(Stored data entries)
=== Begin Enclosure ===
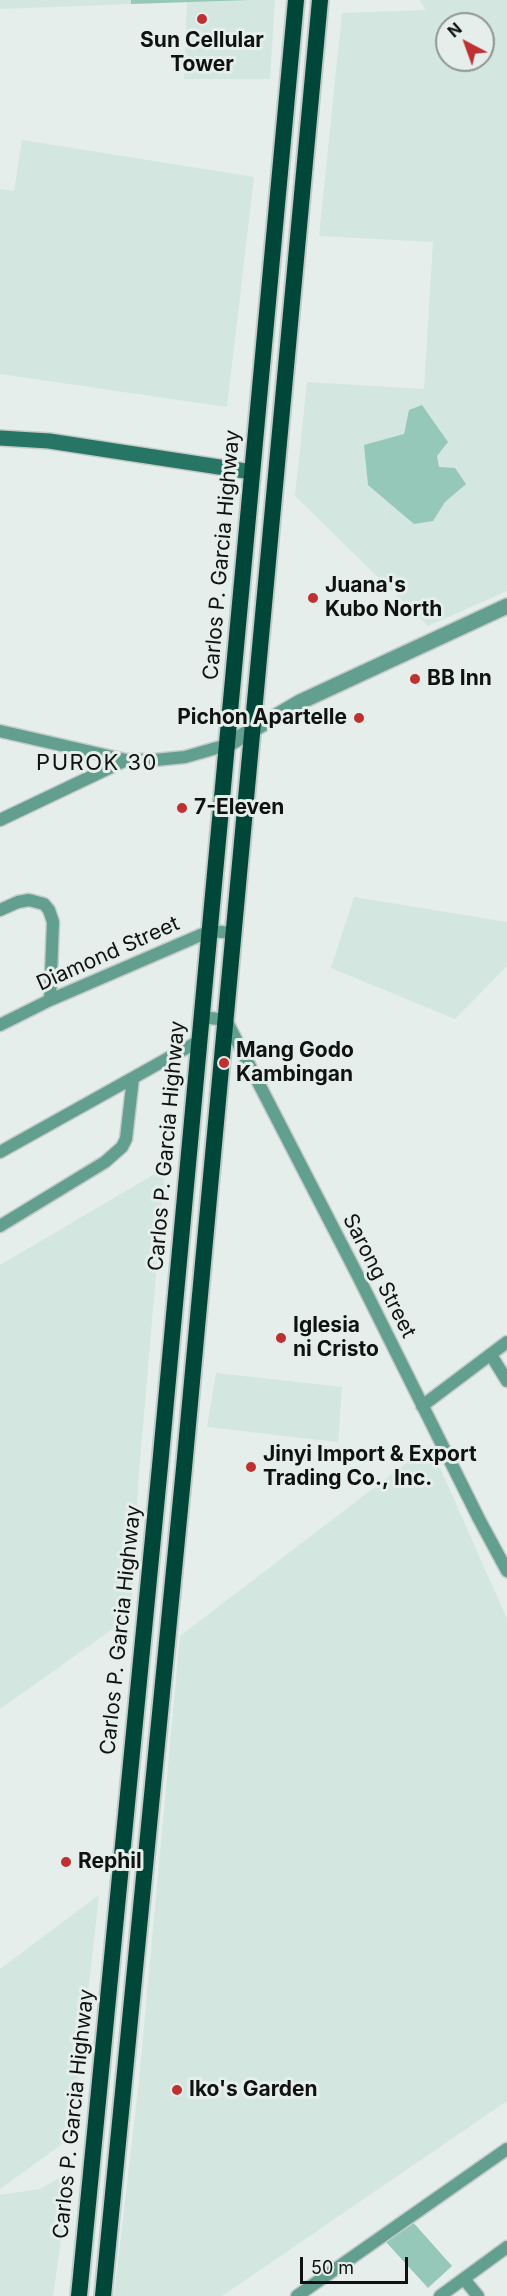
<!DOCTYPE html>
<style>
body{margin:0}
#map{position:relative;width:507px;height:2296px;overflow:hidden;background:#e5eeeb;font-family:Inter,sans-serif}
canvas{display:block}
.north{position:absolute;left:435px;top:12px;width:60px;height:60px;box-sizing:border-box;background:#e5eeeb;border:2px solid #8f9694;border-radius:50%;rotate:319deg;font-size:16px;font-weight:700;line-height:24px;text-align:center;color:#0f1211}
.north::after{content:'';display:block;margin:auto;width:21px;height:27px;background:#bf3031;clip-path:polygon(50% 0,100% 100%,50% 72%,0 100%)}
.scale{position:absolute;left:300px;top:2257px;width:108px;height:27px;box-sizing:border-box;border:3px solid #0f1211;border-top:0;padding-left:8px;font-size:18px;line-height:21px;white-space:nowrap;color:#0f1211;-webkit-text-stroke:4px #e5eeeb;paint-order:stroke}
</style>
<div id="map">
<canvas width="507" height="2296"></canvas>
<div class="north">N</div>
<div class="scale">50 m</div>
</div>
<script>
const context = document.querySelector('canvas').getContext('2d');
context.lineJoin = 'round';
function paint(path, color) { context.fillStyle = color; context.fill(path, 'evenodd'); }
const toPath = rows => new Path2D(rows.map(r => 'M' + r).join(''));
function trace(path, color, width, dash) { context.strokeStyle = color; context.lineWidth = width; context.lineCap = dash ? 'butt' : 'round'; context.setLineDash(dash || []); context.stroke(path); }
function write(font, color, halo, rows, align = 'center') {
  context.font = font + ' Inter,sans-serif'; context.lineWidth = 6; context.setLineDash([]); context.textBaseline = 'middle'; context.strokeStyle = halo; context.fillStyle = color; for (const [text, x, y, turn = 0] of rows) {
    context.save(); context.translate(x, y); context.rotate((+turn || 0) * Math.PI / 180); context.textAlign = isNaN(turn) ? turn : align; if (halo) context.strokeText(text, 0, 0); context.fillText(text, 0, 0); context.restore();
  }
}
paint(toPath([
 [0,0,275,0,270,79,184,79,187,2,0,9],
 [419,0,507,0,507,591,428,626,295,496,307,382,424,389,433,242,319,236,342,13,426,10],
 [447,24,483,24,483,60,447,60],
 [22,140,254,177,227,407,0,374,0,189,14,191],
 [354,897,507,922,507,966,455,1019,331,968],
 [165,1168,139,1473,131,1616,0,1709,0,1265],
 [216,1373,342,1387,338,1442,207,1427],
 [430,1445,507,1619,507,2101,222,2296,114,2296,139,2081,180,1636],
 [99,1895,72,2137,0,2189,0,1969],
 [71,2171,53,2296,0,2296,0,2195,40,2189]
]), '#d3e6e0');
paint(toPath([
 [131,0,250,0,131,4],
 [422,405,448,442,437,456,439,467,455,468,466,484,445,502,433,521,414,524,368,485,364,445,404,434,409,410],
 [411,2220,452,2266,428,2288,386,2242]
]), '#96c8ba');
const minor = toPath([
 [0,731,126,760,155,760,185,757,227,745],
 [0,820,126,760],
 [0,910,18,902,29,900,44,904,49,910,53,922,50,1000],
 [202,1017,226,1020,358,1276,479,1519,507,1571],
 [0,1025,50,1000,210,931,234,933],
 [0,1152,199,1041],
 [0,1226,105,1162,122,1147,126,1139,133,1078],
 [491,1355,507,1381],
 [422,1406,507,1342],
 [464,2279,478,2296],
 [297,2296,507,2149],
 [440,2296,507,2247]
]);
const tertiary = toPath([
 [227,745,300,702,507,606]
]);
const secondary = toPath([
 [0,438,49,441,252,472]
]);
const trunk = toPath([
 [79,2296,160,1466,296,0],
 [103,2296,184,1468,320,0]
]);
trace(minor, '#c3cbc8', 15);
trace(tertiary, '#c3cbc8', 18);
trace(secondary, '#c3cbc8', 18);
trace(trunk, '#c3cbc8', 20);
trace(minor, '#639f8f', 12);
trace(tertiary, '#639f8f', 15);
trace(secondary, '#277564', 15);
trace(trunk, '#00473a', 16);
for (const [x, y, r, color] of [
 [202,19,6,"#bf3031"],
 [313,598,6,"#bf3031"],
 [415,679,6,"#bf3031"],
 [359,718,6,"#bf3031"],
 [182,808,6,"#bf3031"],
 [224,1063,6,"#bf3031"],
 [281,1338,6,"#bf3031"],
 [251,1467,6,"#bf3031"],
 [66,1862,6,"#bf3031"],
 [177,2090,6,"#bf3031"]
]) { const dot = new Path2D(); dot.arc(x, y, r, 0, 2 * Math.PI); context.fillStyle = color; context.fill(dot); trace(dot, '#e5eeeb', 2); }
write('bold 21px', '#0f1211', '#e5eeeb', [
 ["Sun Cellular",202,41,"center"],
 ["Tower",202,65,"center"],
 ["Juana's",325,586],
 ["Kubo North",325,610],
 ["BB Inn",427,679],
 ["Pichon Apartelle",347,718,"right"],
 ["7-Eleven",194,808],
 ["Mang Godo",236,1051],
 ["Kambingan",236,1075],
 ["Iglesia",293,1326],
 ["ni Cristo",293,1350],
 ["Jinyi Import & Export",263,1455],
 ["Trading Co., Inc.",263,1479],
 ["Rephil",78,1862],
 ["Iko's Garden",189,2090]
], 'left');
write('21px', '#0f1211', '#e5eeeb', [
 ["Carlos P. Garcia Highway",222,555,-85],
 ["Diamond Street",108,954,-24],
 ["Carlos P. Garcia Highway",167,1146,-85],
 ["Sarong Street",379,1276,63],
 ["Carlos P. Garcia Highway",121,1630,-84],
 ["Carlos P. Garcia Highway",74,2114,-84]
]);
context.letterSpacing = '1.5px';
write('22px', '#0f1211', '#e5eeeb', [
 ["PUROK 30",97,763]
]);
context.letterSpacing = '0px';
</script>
=== End Enclosure ===
Exercise brief:
Only one stretch of the entries above is wanted: the lines from the one containing "0,100% 100%,50% 72%,0" through the one containing "function write(font, color, halo, rows, align". Please reproduce it exactly.

Exercise output:
.north::after{content:'';display:block;margin:auto;width:21px;height:27px;background:#bf3031;clip-path:polygon(50% 0,100% 100%,50% 72%,0 100%)}
.scale{position:absolute;left:300px;top:2257px;width:108px;height:27px;box-sizing:border-box;border:3px solid #0f1211;border-top:0;padding-left:8px;font-size:18px;line-height:21px;white-space:nowrap;color:#0f1211;-webkit-text-stroke:4px #e5eeeb;paint-order:stroke}
</style>
<div id="map">
<canvas width="507" height="2296"></canvas>
<div class="north">N</div>
<div class="scale">50 m</div>
</div>
<script>
const context = document.querySelector('canvas').getContext('2d');
context.lineJoin = 'round';
function paint(path, color) { context.fillStyle = color; context.fill(path, 'evenodd'); }
const toPath = rows => new Path2D(rows.map(r => 'M' + r).join(''));
function trace(path, color, width, dash) { context.strokeStyle = color; context.lineWidth = width; context.lineCap = dash ? 'butt' : 'round'; context.setLineDash(dash || []); context.stroke(path); }
function write(font, color, halo, rows, align = 'center') {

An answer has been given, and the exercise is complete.